Brushing past the indignant Aylesbury, who was examining the contents of the shelves in the hut, he knelt upon the wooden seat and stared intently through the open window.
“One-two-three-four-five-six-seven,” he chanted. “Good! That will settle it.”
“Oh, I see,” said Inspector Aylesbury, standing strictly upright, his prominent eyes turned in the direction of the kneeling Harley. “One, two, three, four, and so on will settle it, eh? If you don’t mind me saying so, it was settled already.”
“Yes?” replied Harley, standing up, and I saw that his eyes were very bright and that his face was slightly flushed. “You think the case is so simple as that?”
“Simple?” exclaimed the Inspector. “It’s the most cunning thing that was ever planned, but I flatter myself that I have a good straight eye which can see a fairly long way.”
“Excellent,” murmured Harley. “I congratulate you. Myopia is so common in the present generation. You have decided, of course, that the murder was committed by Ah Tsong?”
Inspector Aylesbury’s eyes seemed to protrude extraordinarily.
“Ah Tsong!” he exclaimed. “Ah Tsong!”
“Surely it is palpable,” continued Harley, “that of the three people residing in the Guest House, Ah Tsong is the only one who could possibly have done the deed.”
“Who could possibly— who could possibly—— ” stuttered the Inspector, then paused because of sheer lack of words.
“Review the evidence,” continued Harley, coolly. “Mrs. Camber was awakened by the sound of a shot. She immediately rang for Ah Tsong. There was a short interval before Ah Tsong appeared— and when he did appear he was wearing an overcoat. Note this point, Inspector: wearing an overcoat. He descended to the study and found Mr. Camber writing. Now, Ah Tsong sleeps in a room adjoining the kitchen on the ground floor. We passed his quarters on our way to the garden a moment ago. Of course, you had noted this? Mr. Camber is therefore eliminated from our list of suspects.”
The Inspector was growing very red, but ere he had time to speak Harley continued:
“The first of these three persons to have heard a shot fired at the end of the garden would have been Ah Tsong, and not Mrs. Camber, whose room is upstairs and in the front of the house. If it had been fired by Mr. Camber from the spot upon which we now stand, he would still have been in the garden at the moment when Mrs. Camber was ringing the bell for Ah Tsong. Mr. Camber must therefore have returned from the end of the garden to the study, and have passed Ah Tsong’s room— unheard by the occupant— between the time that the bell rang and the time that Ah Tsong went upstairs. This I submit to be impossible. There is an alternative: it is that he slipped in whilst Ah Tsong, standing on the landing above, was receiving his mistress’s orders. I submit that the alternative is also impossible. We thus eliminate Mr. Camber from the case, as I have already mentioned.”

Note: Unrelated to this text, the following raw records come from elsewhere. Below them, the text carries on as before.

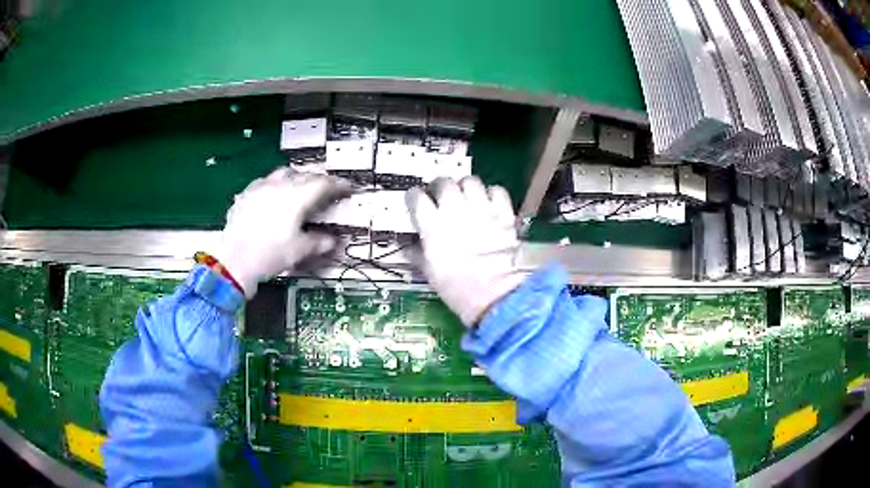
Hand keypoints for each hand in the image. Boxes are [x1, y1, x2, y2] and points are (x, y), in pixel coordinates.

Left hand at [217, 167, 350, 297]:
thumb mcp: (299, 251)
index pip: (324, 184)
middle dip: (318, 180)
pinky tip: (274, 196)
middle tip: (326, 189)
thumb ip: (319, 242)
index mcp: (297, 196)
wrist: (233, 260)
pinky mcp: (246, 194)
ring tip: (300, 188)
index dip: (338, 185)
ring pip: (284, 173)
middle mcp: (280, 185)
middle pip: (305, 174)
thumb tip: (332, 240)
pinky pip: (265, 182)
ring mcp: (260, 187)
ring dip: (297, 178)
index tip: (347, 188)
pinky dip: (276, 185)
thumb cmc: (270, 254)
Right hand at [406, 176, 524, 325]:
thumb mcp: (430, 273)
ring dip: (465, 187)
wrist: (497, 294)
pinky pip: (496, 190)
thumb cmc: (458, 288)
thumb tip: (407, 247)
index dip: (414, 196)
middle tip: (440, 196)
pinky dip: (492, 194)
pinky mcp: (503, 212)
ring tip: (465, 196)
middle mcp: (455, 210)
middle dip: (439, 186)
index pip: (417, 197)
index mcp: (432, 225)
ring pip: (470, 181)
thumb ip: (417, 254)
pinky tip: (489, 203)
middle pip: (444, 182)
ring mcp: (481, 208)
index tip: (415, 200)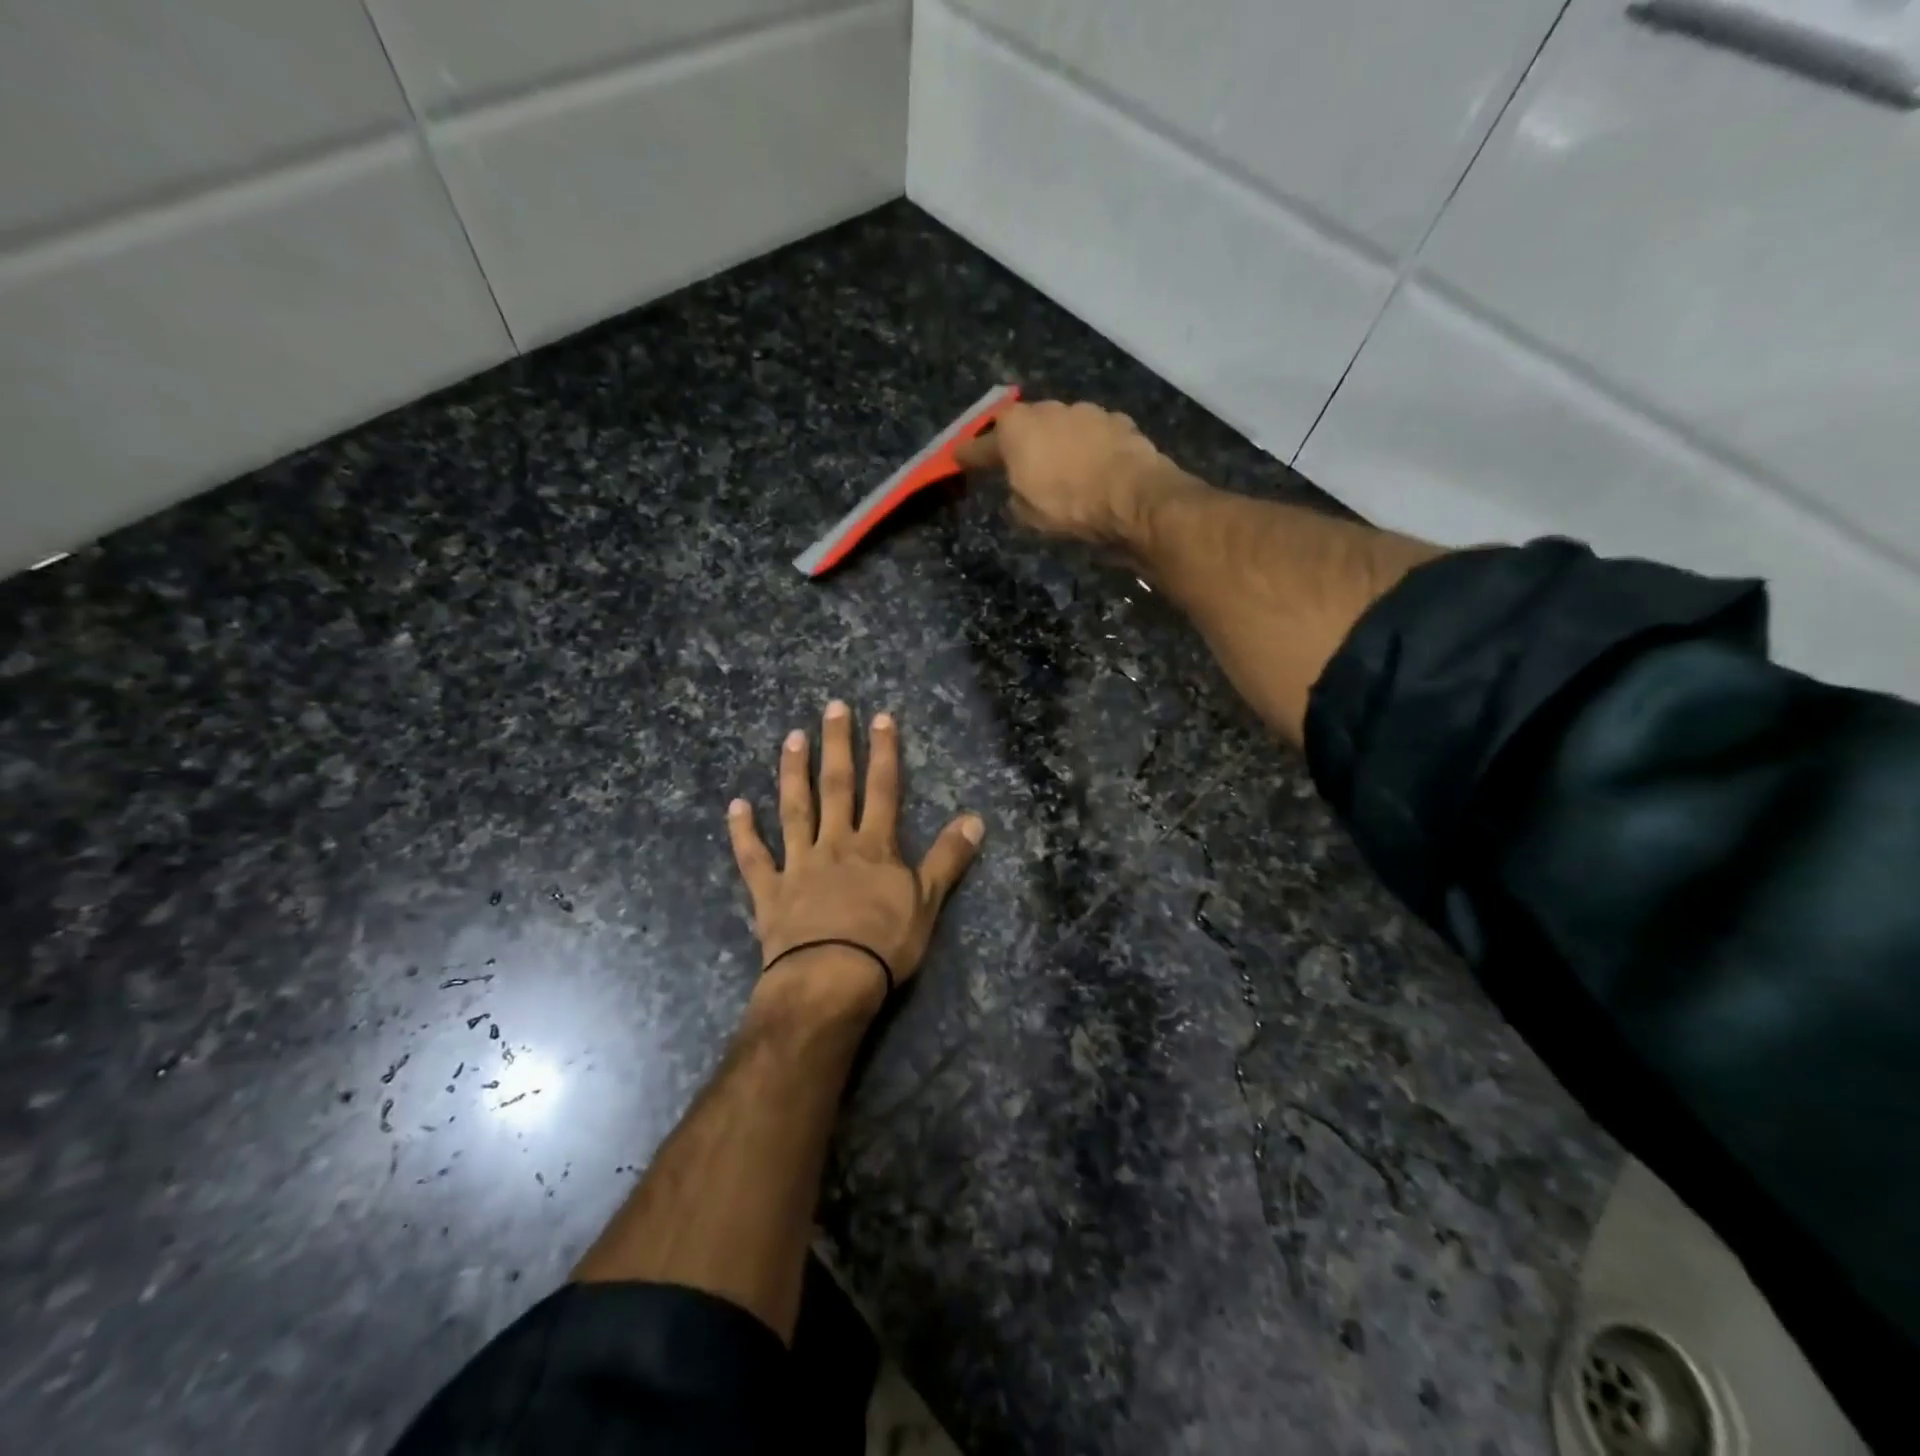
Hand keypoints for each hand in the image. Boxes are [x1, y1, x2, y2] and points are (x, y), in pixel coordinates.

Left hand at [728, 701, 984, 1009]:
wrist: (830, 979)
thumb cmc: (884, 943)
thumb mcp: (928, 901)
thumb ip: (948, 857)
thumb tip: (976, 818)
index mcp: (874, 846)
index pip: (883, 789)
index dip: (884, 752)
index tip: (881, 717)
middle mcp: (835, 844)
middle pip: (837, 787)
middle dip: (838, 746)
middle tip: (832, 708)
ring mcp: (798, 864)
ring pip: (794, 810)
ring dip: (793, 773)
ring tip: (792, 738)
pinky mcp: (769, 891)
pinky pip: (754, 857)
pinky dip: (743, 831)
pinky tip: (736, 805)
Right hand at [952, 398, 1191, 544]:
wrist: (1133, 496)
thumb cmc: (1069, 505)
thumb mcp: (1026, 514)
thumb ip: (1014, 495)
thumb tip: (1019, 489)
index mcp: (1016, 429)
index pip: (982, 444)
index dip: (969, 455)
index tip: (957, 458)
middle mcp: (1048, 409)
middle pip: (1024, 425)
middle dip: (1018, 442)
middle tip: (1016, 463)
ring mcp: (1086, 411)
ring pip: (1061, 427)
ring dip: (1057, 444)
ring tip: (1061, 468)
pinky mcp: (1118, 422)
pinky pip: (1092, 436)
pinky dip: (1088, 449)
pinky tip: (1093, 468)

“Eliminate— eliminate!” cried the Inspector, beginning to recover power of speech. “Do you think you can fuddle me with a mass of words, Mr. Harley? Allow me to point out to you, sir, that you are in no way officially associated with this matter.”

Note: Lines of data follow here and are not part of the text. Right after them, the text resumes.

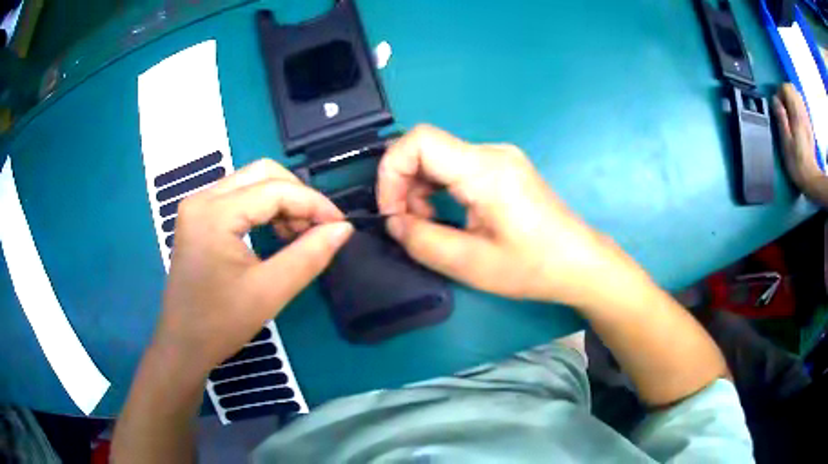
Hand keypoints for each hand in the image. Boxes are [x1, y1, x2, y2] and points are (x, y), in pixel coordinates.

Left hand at [156, 159, 352, 373]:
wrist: (183, 345)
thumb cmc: (221, 323)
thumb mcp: (270, 291)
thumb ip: (310, 255)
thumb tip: (344, 228)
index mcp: (214, 213)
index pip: (274, 190)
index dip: (313, 203)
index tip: (340, 225)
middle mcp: (202, 198)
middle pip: (262, 173)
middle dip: (297, 196)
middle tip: (317, 228)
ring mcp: (197, 205)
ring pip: (251, 182)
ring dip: (282, 201)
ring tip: (298, 235)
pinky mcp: (198, 217)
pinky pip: (239, 197)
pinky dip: (264, 209)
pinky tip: (276, 233)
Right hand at [377, 125, 618, 305]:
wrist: (579, 263)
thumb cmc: (532, 267)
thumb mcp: (471, 264)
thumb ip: (422, 241)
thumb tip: (393, 222)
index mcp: (485, 169)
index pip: (419, 140)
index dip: (391, 170)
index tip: (391, 211)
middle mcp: (491, 153)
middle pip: (426, 148)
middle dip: (405, 185)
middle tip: (411, 225)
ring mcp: (499, 158)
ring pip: (439, 157)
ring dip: (421, 189)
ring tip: (430, 225)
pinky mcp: (503, 168)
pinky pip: (456, 166)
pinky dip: (439, 188)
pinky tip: (446, 215)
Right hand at [773, 83, 820, 190]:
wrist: (811, 180)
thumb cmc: (797, 163)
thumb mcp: (785, 142)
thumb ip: (780, 117)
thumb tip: (774, 100)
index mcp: (796, 114)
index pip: (786, 88)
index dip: (779, 92)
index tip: (777, 107)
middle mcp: (802, 113)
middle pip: (793, 89)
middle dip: (785, 93)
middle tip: (782, 108)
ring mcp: (807, 119)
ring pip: (798, 96)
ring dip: (792, 99)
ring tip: (789, 113)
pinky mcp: (809, 126)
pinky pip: (802, 107)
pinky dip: (797, 107)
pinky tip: (796, 119)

“You have already drawn my attention to the fact, Inspector, but it can do no harm to jog my memory.”
Harley spoke entirely without bitterness, and I, who knew his every mood, realized that he was thoroughly enjoying himself. Therefore I knew that at last he had found a clue.
“I may add, Inspector,” said he, “that upon further reflection I have also eliminated Ah Tsong from the case. I forgot to mention that he lacks the first and second fingers of his right hand; and I have yet to meet the marksman who can shoot a man squarely between the eyes, by moonlight, at a hundred yards, employing his third finger as trigger-finger. There are other points, but these will be sufficient to show you that this case is more complicated than you had assumed it to be.”
Inspector Aylesbury did not deign to reply, or could not trust himself to do so. He turned and made his way back to the house.